Although this Denisova ancestry in Southeast Asians could possibly have been introduced by gene flow from indigenous Oceanian populations after the introduction of Denisova-related genetic variants in Oceanians, evidence for such large-scale migration has not been found (56, 57). Moreover, this gene flow would have had to be substantial enough not to dilute the Denisova ancestry present in Oceanians beyond detection. Assuming ∼5% Denisova-related ancestry in Oceanians (24), any fraction of Denisova-related ancestry in Southeast Asia would require a ∼20 times as large contribution from Oceanian populations to be explained solely by modern human gene flow.
Quantitative estimation of the precise fraction of Denisova-related ancestry in Southeast Asian populations based on genotype data are unfortunately sensitive to ascertainment bias and genetic drift, and such estimates will require genome sequence data that are currently unavailable. However, both the PCA results (Fig. 1_B_) and the approximately six times lower absolute values of the D statistic in tests between Northeast Asians and Southeast Asians compared with tests between Northeast Asians and Oceanians (Table S4) indicate a relatively low fraction of Denisova-related ancestry. Thus, the fraction is likely to be smaller than both the ∼5% fraction of Denisova-related ancestry present in Oceanians and the ∼2.5% fraction of Neandertal ancestry present in non-Africans (23, 24), perhaps around 1%.
The lack of evidence of Denisova ancestry in other Eurasian populations indicates that this genetic material was introduced into the ancestral population of Southeast Asians after the time of divergence from Europeans, a date that has been estimated to 23–45 kya (58, 59) but could also have occurred considerably earlier (27, 28, 30). The apparent absence of Denisova ancestry in Native Americans in our study could be influenced by the biased affinity to the Neandertal genome that is expected because of ascertainment bias and genetic drift, but analyses of unascertained low-coverage shotgun sequence data from a single Native American individual resulted in a similar conclusion (24). If absent in America, the Denisova component must have appeared in the ancestors of East Asians after their divergence from Native Americans, which has been dated to ∼14–30 kya (58, 60, 61).

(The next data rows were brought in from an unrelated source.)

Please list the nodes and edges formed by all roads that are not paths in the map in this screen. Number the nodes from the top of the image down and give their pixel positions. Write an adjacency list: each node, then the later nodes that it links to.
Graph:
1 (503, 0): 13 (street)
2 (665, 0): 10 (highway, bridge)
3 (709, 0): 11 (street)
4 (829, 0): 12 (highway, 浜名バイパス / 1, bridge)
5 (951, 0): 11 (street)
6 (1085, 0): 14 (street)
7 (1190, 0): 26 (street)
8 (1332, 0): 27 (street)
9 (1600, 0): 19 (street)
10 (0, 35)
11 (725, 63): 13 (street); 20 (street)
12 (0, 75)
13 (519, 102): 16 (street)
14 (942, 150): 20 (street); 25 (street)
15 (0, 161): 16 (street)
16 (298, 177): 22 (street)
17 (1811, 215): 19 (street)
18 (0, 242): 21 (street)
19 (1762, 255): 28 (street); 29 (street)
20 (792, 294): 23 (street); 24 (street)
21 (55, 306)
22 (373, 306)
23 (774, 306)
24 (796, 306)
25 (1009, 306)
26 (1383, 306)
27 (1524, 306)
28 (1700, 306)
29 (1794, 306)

An alternative model for explaining the affinity between Neandertals and extant non-Africans postulates a structured ancestral African population rather than a temporally restricted admixture event (23). Ancient population structure in Africa (62, 63) could, in principle, also explain the Denisova ancestry in Oceanians and East Asians, but it is becoming increasingly difficult to imagine a structure model that can fully explain the complex pattern of archaic ancestry in non-Africans without invoking any restricted admixture events with archaic humans. Instead, we suggest that direct gene flow from archaic populations is the most likely explanation for the shared genetic ancestry between East Asian populations and the Denisova genome, which is in line with some previous findings based on fossils (4, 27–30) and genetic data from extant East Asians alone (10, 14). Whether this contact was separate from the contact with the ancestors of Oceanians or a population ancestral to both East Asians and Oceanians (and later diluted in East Asia by gene flow from other populations) is not clear. One possibility, suggested by the presence of highly divergent mitochondrial DNA lineages in two Denisova individuals (24, 64), is gene flow from a third as of yet unsampled archaic population into both Denisovans and the ancestors of East Asians. Regardless, the possibility of intracontinental variation in archaic ancestry highlights the importance of complete sequencing of genomes from diverse human populations for obtaining a detailed picture of human origins and demographic history.
Materials and Methods
Data Acquisition and Processing.
We obtained haploid autosomal variants from the Neandertal (23) and Denisova (24) genomes and removed bases with quality <40 and from within 5 and 1 bp from the 5′ end of the sequence reads from Neandertal and Denisova, respectively (24). We filtered reads with mapping quality <90 (Neandertal) and <37 (Denisova) (24) and randomly chose a single read from positions covered by multiple reads. We obtained phased HapMap 3 genotypes from 630 individuals (41, 42) and phased genotypes for 938 globally distributed individuals from the Human Genome Diversity Project (35). We intersected this dataset with chimpanzee (43), Neandertal, and Denisova genotypes, resulting in 228,984 overlapping SNPs. To avoid the effect of postmortem nucleotide misincorporations in analyses that included ancient genomes, we followed the information in refs. 23 and 24 by removing all transition SNPs (C/T and G/A), resulting in 40,656 SNPs.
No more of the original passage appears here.